Preheat oven to 400°F and grease a 9″ x 13″ casserole dish.
- Evenly distribute the green chiles, sweet corn, jalapeño and scallions in layers, across the bottom of a greased casserole dish.
- Then evenly sprinkle 1 cup of the shredded cheese.
- In a medium bowl, whisk together the milk, eggs, taco seasoning, salt, and pepper.
- Slowly pour the egg mixture over the cheese layer.
- Bake in a preheated oven 45 minutes.
- Remove from oven and top with another cup of cheese and 2 sliced scallions. Return to oven and bake an additional 15 minutes, or until the cheese begins to brown and the eggs are set.

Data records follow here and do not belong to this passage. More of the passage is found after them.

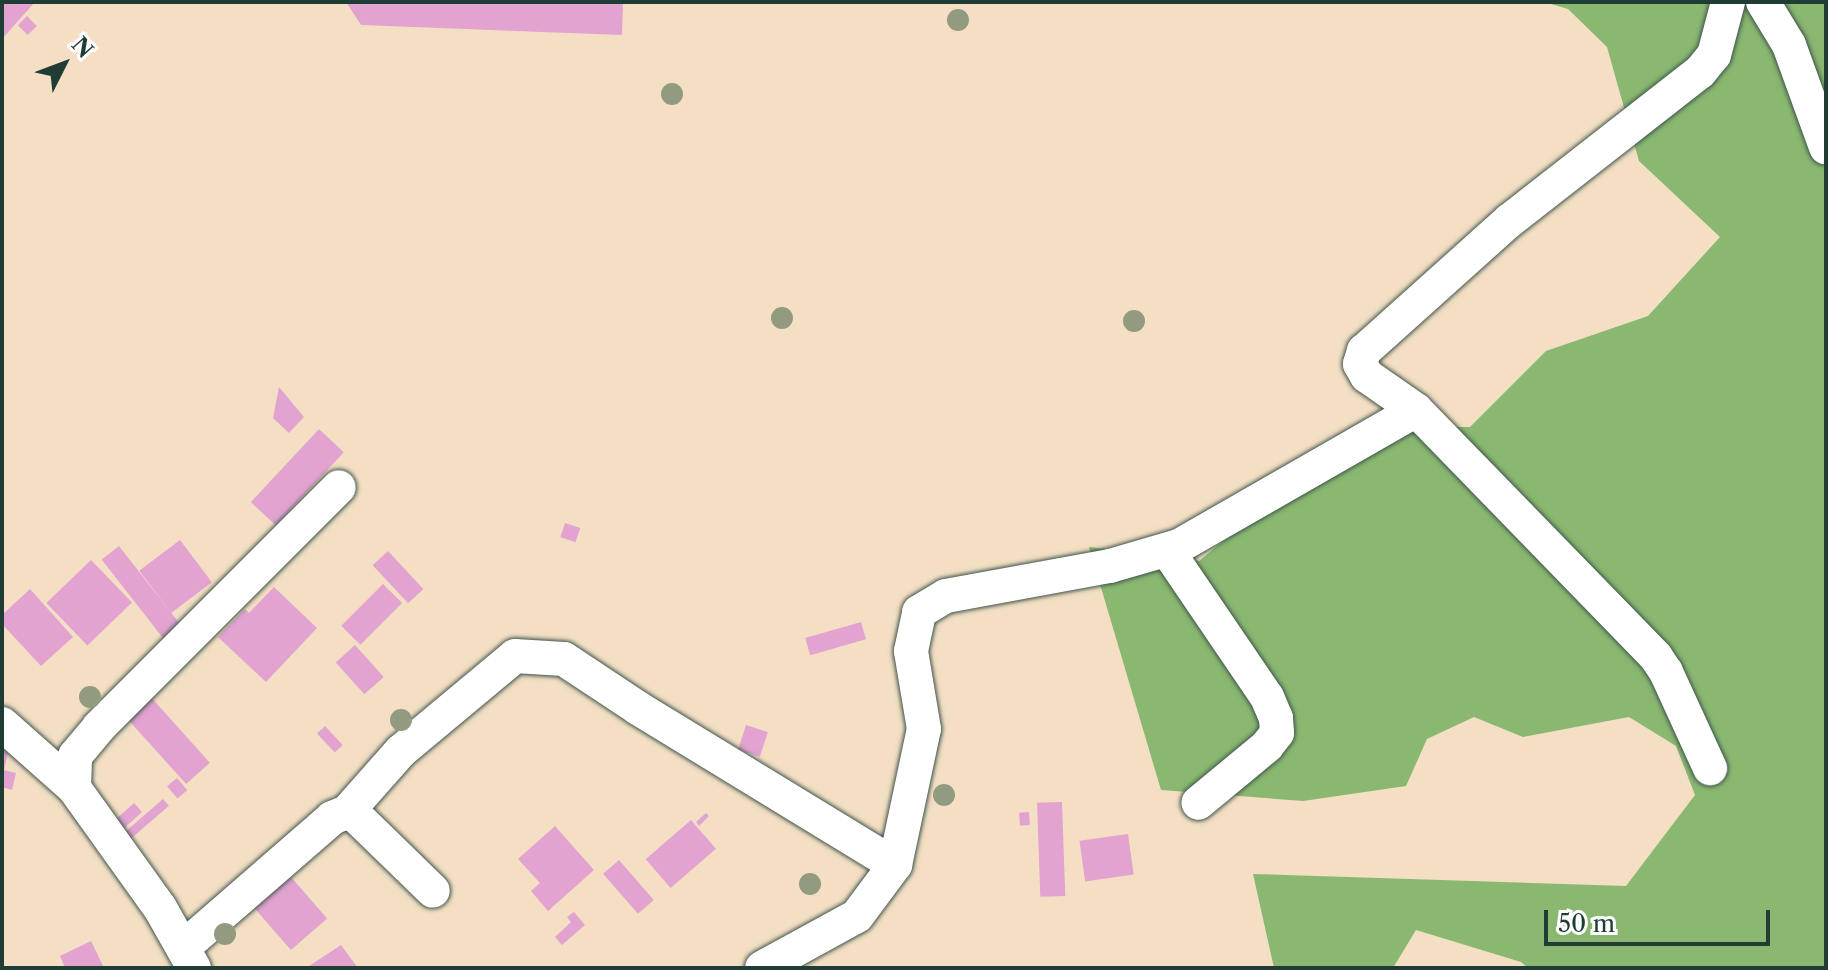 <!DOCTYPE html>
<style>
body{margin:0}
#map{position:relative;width:1828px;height:970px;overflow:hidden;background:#f4dfc4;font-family:"Libre Caslon Text",serif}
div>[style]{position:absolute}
.forest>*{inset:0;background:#8ab871}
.building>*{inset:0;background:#e2a3d1;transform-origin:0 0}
.roads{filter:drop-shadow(0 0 2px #3f554a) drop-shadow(0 0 2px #3f554a)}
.minor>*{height:34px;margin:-17px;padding:0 17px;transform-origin:17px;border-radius:17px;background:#fff}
.trees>*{width:22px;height:22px;margin:-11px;border-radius:50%;background:#929b80}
span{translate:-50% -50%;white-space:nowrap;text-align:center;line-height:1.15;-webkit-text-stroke:6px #fff;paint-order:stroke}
.frame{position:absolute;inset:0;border:4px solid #1f3d34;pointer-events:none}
.north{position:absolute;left:24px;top:24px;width:80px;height:80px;-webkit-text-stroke:6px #fff;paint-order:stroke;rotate:48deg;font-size:22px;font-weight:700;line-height:32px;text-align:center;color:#1f3d34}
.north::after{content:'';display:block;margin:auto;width:28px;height:36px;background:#1f3d34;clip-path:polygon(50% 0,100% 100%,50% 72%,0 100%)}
.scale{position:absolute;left:1544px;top:910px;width:226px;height:36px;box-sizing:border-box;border:4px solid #1f3d34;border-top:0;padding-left:10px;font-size:24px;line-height:28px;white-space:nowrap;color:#1f3d34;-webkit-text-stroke:6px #fff;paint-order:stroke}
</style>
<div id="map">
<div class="forest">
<i style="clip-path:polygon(1544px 2px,1826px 2px,1826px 968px,1528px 968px,1521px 962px,1416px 930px,1393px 968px,1274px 968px,1253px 874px,1626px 886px,1695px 795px,1676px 746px,1629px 717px,1523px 737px,1474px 717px,1427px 739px,1406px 786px,1303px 801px,1161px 790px,1089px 547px,1199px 561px,1360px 427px,1470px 427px,1546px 351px,1648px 316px,1720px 237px,1639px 161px,1607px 47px,1568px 9px)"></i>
</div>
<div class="building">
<i style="clip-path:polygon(2px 2px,35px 2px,2px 39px)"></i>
<i style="clip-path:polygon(346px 2px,623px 2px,622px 35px,361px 25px)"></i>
<i style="left:27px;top:16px;width:14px;height:13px;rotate:45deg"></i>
<i style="clip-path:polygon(279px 387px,304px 417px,289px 433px,273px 418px)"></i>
<i style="left:319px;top:429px;width:34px;height:100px;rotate:43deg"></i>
<i style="left:565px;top:523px;width:16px;height:15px;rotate:18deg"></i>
<i style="left:180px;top:540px;width:53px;height:51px;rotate:53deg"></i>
<i style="left:119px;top:546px;width:103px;height:22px;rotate:52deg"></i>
<i style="left:388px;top:551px;width:52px;height:21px;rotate:47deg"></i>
<i style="left:91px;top:560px;width:59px;height:62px;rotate:46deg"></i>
<i style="left:383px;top:584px;width:27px;height:59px;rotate:45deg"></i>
<i style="clip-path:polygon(274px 587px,317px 628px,266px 682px,218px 637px,245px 609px,249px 613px)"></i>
<i style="clip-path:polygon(30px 589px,73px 637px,41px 666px,2px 624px,2px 615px)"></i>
<i style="left:861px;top:622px;width:18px;height:58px;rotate:74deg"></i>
<i style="left:355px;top:645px;width:43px;height:26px;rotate:48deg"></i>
<i style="left:149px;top:695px;width:91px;height:32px;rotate:48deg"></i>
<i style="left:746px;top:725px;width:23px;height:26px;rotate:18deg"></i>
<i style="left:325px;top:726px;width:26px;height:11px;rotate:47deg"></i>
<i style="clip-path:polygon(2px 740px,9px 748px,4px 770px,16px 773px,12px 790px,2px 787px)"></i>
<i style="left:177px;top:778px;width:16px;height:13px;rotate:50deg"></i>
<i style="left:163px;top:799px;width:9px;height:50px;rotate:49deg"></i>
<i style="left:1062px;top:802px;width:94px;height:25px;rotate:88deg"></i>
<i style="left:134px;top:803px;width:12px;height:28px;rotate:48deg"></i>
<i style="left:1029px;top:812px;width:13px;height:10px;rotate:86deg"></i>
<i style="clip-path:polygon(706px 813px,709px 816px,699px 826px,696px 822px)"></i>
<i style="left:691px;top:820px;width:38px;height:60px;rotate:49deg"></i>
<i style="clip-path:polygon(555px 826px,594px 870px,548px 911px,531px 891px,540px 883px,518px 859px)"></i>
<i style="left:1128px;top:834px;width:41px;height:49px;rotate:82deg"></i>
<i style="left:619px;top:860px;width:53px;height:21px;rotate:49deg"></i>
<i style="left:291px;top:877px;width:55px;height:48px;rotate:49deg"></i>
<i style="clip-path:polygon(574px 912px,585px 925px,562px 945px,555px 937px,571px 922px,567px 917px)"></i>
<i style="clip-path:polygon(91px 941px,104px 968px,65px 968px,60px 956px)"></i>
<i style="clip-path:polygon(341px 945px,358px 968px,306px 968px)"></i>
</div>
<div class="roads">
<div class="minor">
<i style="left:1763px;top:2px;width:50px;rotate:58.8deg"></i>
<i style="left:1789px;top:45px;width:109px;rotate:70.1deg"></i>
<i style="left:1416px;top:410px;width:344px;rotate:45.8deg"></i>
<i style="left:1656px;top:657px;width:18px;rotate:56deg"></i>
<i style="left:1666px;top:672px;width:106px;rotate:65.4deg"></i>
<i style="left:1167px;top:550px;width:178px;rotate:55.8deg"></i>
<i style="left:1267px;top:697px;width:23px;rotate:67deg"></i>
<i style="left:1276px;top:718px;width:15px;rotate:86deg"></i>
<i style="left:1277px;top:733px;width:16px;rotate:128deg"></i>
<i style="left:1267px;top:746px;width:89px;rotate:140.4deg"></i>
<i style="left:2px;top:724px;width:96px;rotate:41.6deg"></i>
<i style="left:347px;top:812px;width:81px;rotate:-48.5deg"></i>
<i style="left:401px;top:751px;width:148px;rotate:-39.8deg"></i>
<i style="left:515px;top:656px;width:49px;rotate:3.5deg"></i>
<i style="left:564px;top:659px;width:89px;rotate:33.5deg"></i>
<i style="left:638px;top:708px;width:301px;rotate:31.4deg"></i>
<i style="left:185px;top:946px;width:195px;rotate:-41deg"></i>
<i style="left:332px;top:818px;width:16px;rotate:-22deg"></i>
<i style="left:347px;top:812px;width:10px;rotate:24deg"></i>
<i style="left:356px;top:816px;width:107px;rotate:44.2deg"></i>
<i style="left:194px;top:968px;width:69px;rotate:-119.5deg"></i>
<i style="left:160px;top:908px;width:148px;rotate:-125.6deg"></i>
<i style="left:74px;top:788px;width:32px;rotate:-88deg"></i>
<i style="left:75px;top:756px;width:38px;rotate:-50deg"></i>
<i style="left:99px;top:727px;width:339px;rotate:-45deg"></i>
<i style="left:762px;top:968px;width:108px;rotate:-28.7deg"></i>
<i style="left:857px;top:916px;width:64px;rotate:-53.3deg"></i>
<i style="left:895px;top:865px;width:139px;rotate:-78deg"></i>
<i style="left:924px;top:729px;width:79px;rotate:-99.5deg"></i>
<i style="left:911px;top:651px;width:40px;rotate:-78deg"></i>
<i style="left:919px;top:612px;width:31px;rotate:-31deg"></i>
<i style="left:946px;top:596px;width:167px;rotate:-10.4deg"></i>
<i style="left:1110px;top:566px;width:72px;rotate:-16.2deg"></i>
<i style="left:1179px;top:546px;width:273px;rotate:-29.8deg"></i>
<i style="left:1416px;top:410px;width:60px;rotate:-145.2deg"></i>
<i style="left:1367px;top:376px;width:14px;rotate:-120deg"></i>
<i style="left:1360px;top:364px;width:14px;rotate:-73deg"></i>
<i style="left:1364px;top:351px;width:195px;rotate:-41.9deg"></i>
<i style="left:1509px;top:221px;width:242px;rotate:-38deg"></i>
<i style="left:1700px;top:72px;width:22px;rotate:-51deg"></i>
<i style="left:1714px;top:55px;width:55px;rotate:-75.2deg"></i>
</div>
</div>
<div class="trees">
<i style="left:958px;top:20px"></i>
<i style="left:672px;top:94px"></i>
<i style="left:782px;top:318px"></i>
<i style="left:1134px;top:321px"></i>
<i style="left:90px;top:697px"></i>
<i style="left:401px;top:720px"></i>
<i style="left:944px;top:795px"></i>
<i style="left:810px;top:884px"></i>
<i style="left:225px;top:934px"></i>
</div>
<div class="frame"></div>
<div class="north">N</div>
<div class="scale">50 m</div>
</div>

Ok, you’re almost there…just a few more minutes in the oven and it’s done!
- Cut with a sharp knife and serve with soft, warm flour tortillas and salsa, or this casserole can be eaten by itself too.
If you enjoy Mexican foods, we think you’ll love the spicy flavors in this Mexican inspired casserole dish, and it’s easy to make too – so, that’s a big bonus!
We hope you try this Chile Relleno Casserole and enjoy it as much as we do. If you make it, please snap a picture and tag us on social media @MySweetMission or #MySweetMission. We’d love to see it!
Also, please consider giving this recipe a star rating, sharing it or leaving a comment. Thanks, we really appreciate it!
Chile Relleno Casserole
- 7 ounces (198.45 g) chopped green chiles, thoroughly drained (1 can)
- 1 cup (154 g) sweet corn, fresh or frozen
- 1 (1 ) jalapeño, seeded and finely diced approximately 2 tablespoons
- 6 (6 ) scallions, thinly sliced, reserve 2 scallions
- 7 ounces (198.45 g) shredded reduced fat Mexican cheese, reserve 1 cup
- 1 1/2 cups (354.88 ml) 2% milk
- 8 (8 ) large eggs
- 1 teaspoon (4.93 ml) taco seasoning
- 1/2 teaspoon (2.46 ml) salt
- 1/4 teaspoon (1.23 ml) pepper
Preheat oven to 400°F and grease a 9" x 13" casserole dish.
- Evenly distribute the green chiles, sweet corn, jalapeño and scallions in layers, across the bottom of a greased casserole dish. Then evenly sprinkle 1 cup of the cheese.
- In a medium bowl, whisk together the milk, eggs, taco seasoning, salt, and pepper. Slowly pour the egg mixture over the cheese layer.
- Bake in a preheated oven 45 minutes. Remove from oven and top with another cup of cheese and 2 sliced scallions. Return to oven and bake an additional 15 minutes, or until the cheese begins to brown and the eggs are set.
- If using frozen sweet corn, thaw and drain any liquid.